[[ Records shown, beginning ]]

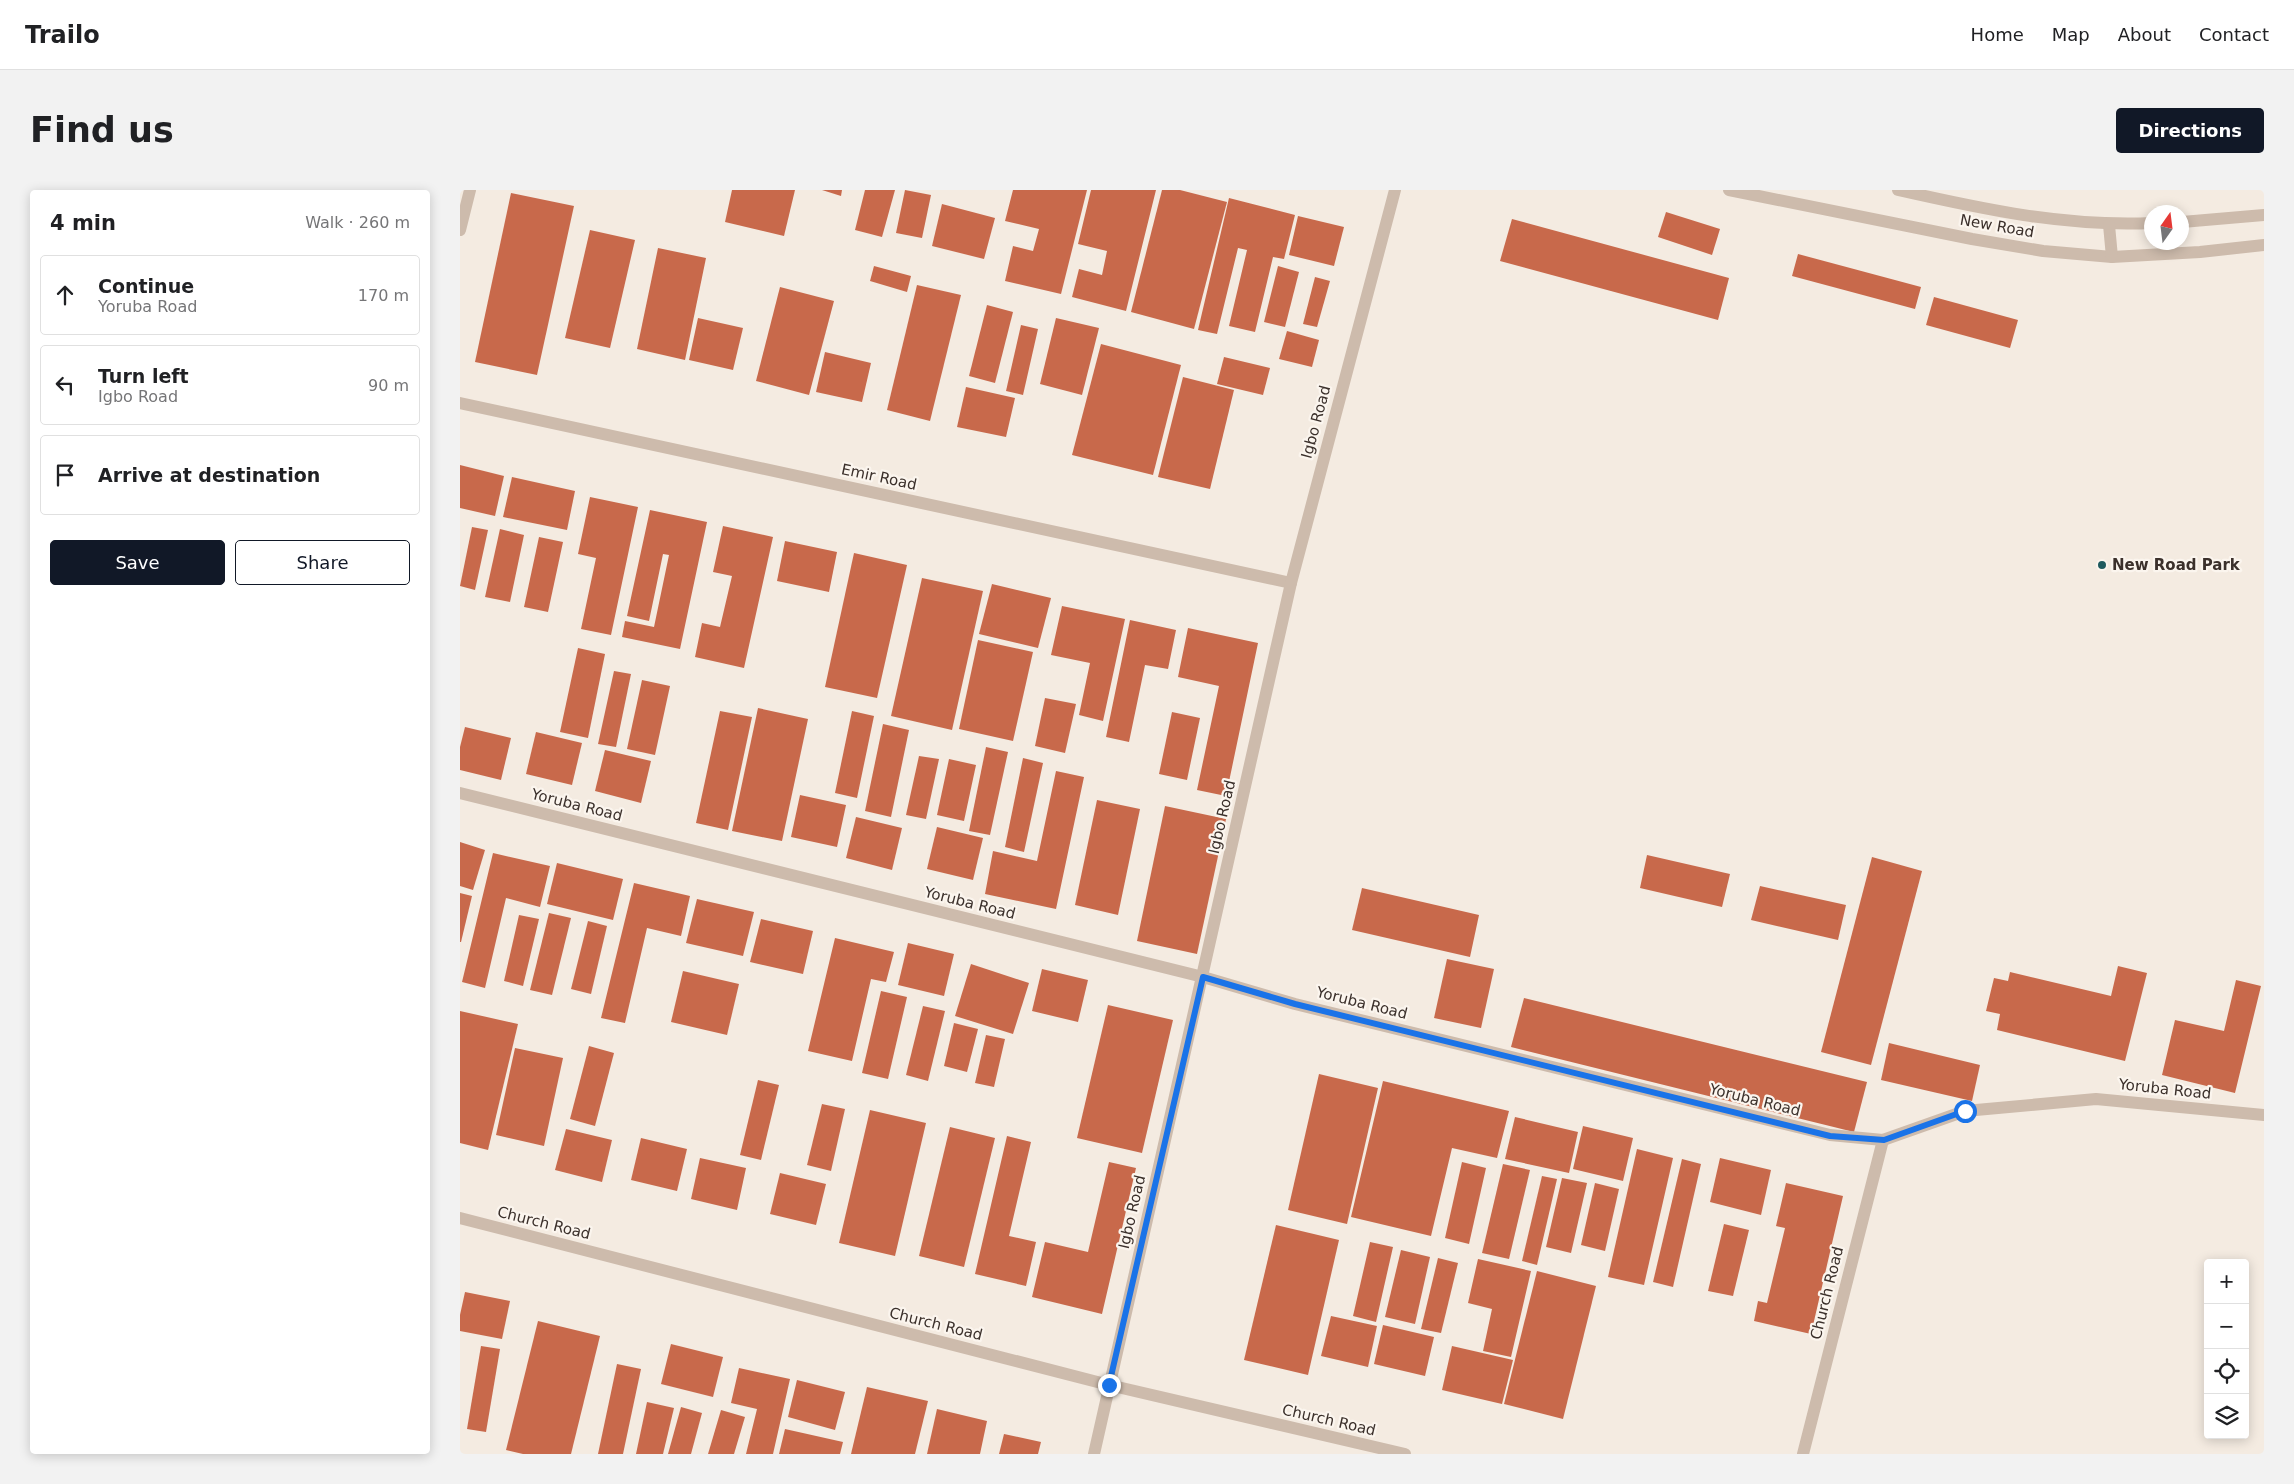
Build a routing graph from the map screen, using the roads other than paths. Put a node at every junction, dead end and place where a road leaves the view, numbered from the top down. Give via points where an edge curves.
1 (470, 190) edge
2 (1395, 190) edge
3 (1729, 190) edge
4 (1898, 190) edge
5 (2264, 215) edge
6 (2189, 221) edge
7 (2144, 223) edge
8 (2109, 225) junction
9 (460, 230) edge
10 (2264, 245) edge
11 (2112, 257) junction
12 (460, 403) edge
13 (1290, 582) junction
14 (460, 793) edge
15 (1203, 977) junction
16 (2264, 1115) edge
17 (1884, 1140) junction
18 (460, 1218) edge
19 (1109, 1385) junction
20 (1094, 1454) edge
21 (1405, 1454) edge
22 (1803, 1454) edge

1 - 9 street
2 - 13 street, Igbo Road
3 - 11 street, New Road via 1972,239 2043,251
4 - 8 street, New Road via 1979,208
5 - 6 street
7 - 8 street, New Road
8 - 11 street
10 - 11 street, New Road
12 - 13 street, Emir Road
13 - 15 street, Igbo Road
14 - 15 street, Yoruba Road
15 - 17 street, Yoruba Road via 1295,1004 1830,1136
15 - 19 street, Igbo Road
16 - 17 street, Yoruba Road via 2096,1099 1965,1111
17 - 22 street, Church Road
18 - 19 street, Church Road
19 - 20 street, Igbo Road
19 - 21 street, Church Road

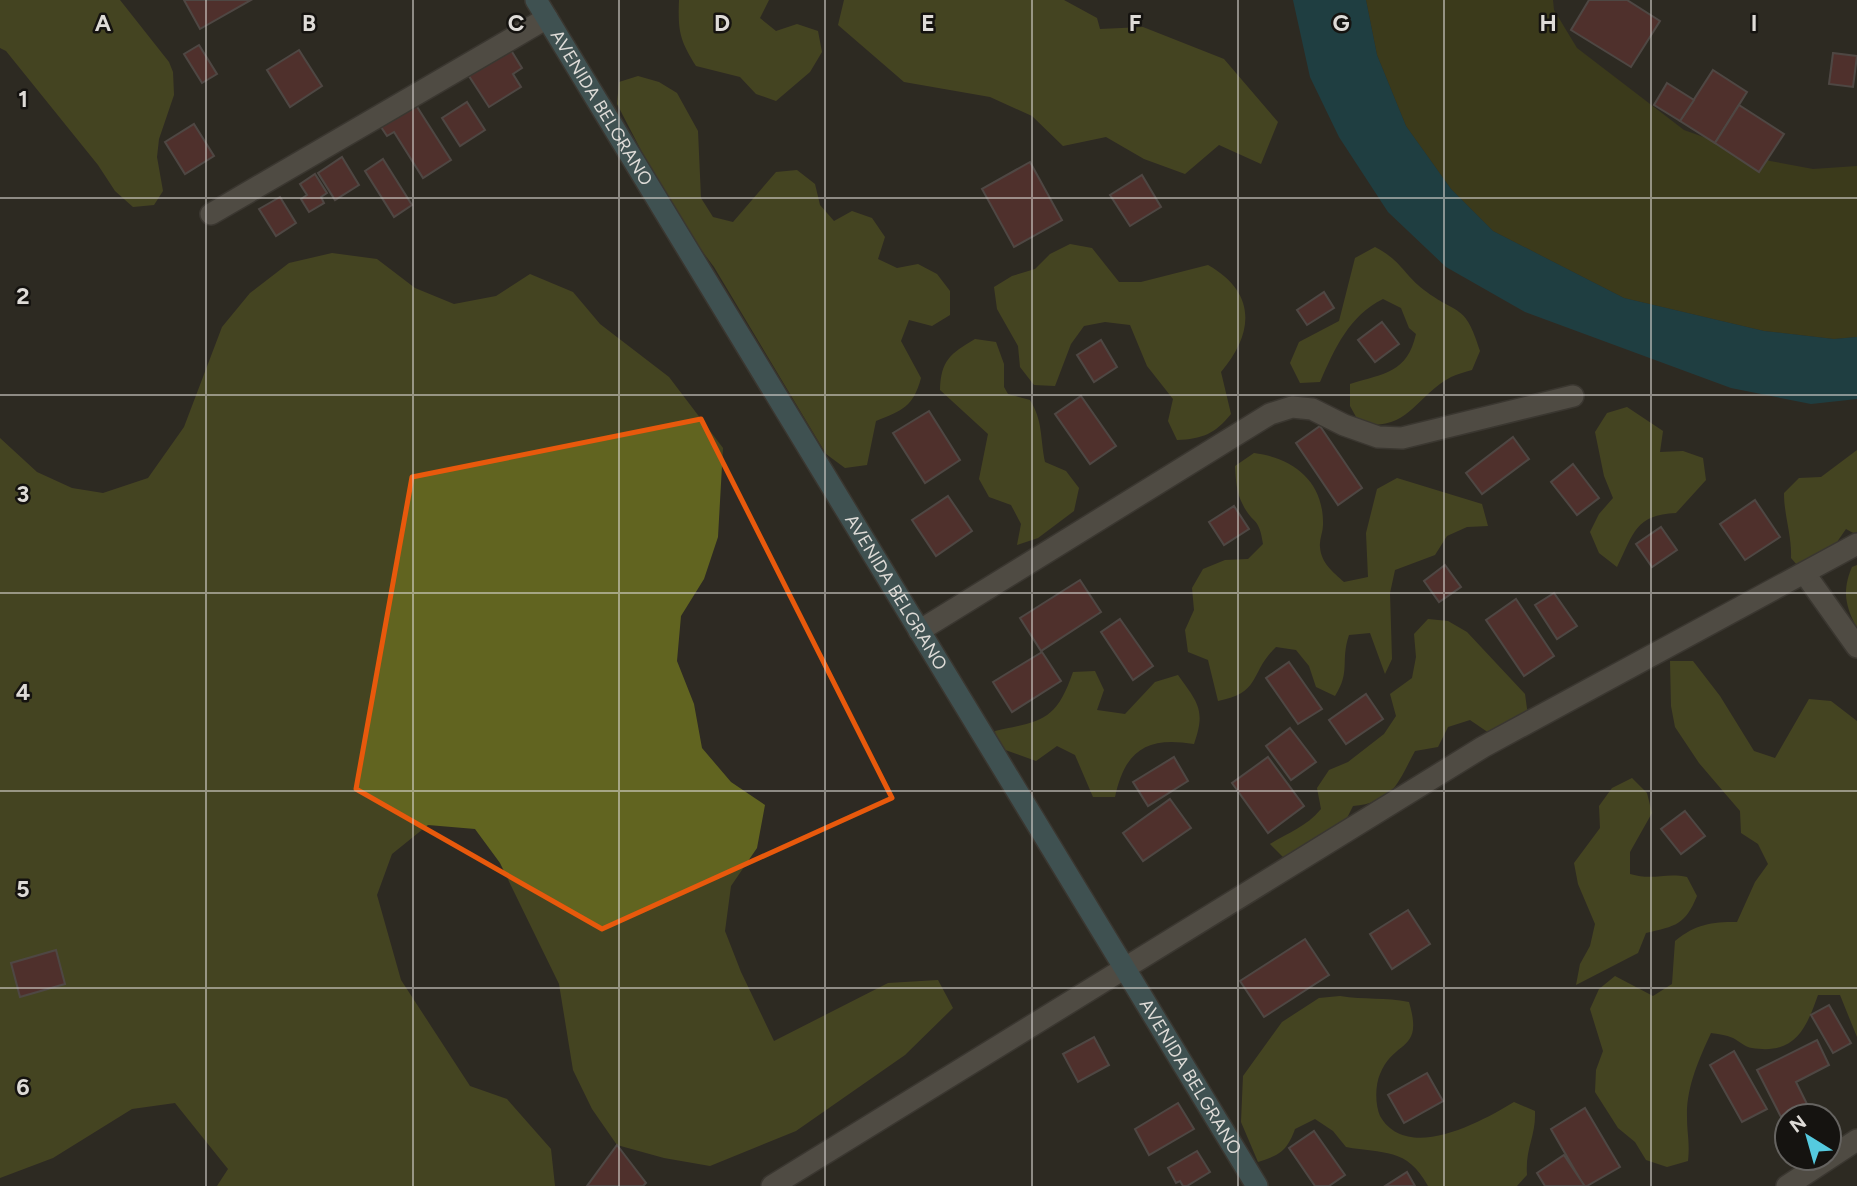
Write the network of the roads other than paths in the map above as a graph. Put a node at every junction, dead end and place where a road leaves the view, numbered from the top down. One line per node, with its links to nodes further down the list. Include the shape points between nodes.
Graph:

[[ Records shown, end ]]

• [Required action]:
Each line above should be output exactly, apart from the pictures.

• [Solution to the problem]:
Build a routing graph from the map screen, using the roads other than paths. Put a node at every junction, dead end and place where a road leaves the view, numbered from the top down. Give via points where an edge curves.
1 (470, 190) edge
2 (1395, 190) edge
3 (1729, 190) edge
4 (1898, 190) edge
5 (2264, 215) edge
6 (2189, 221) edge
7 (2144, 223) edge
8 (2109, 225) junction
9 (460, 230) edge
10 (2264, 245) edge
11 (2112, 257) junction
12 (460, 403) edge
13 (1290, 582) junction
14 (460, 793) edge
15 (1203, 977) junction
16 (2264, 1115) edge
17 (1884, 1140) junction
18 (460, 1218) edge
19 (1109, 1385) junction
20 (1094, 1454) edge
21 (1405, 1454) edge
22 (1803, 1454) edge

1 - 9 street
2 - 13 street, Igbo Road
3 - 11 street, New Road via 1972,239 2043,251
4 - 8 street, New Road via 1979,208
5 - 6 street
7 - 8 street, New Road
8 - 11 street
10 - 11 street, New Road
12 - 13 street, Emir Road
13 - 15 street, Igbo Road
14 - 15 street, Yoruba Road
15 - 17 street, Yoruba Road via 1295,1004 1830,1136
15 - 19 street, Igbo Road
16 - 17 street, Yoruba Road via 2096,1099 1965,1111
17 - 22 street, Church Road
18 - 19 street, Church Road
19 - 20 street, Igbo Road
19 - 21 street, Church Road

Write the network of the roads other than paths in the map above as a graph. Put a node at every junction, dead end and place where a road leaves the view, numbered from the top down. One line per node, with its links to nodes further down the list. Include the shape points between nodes.
Graph:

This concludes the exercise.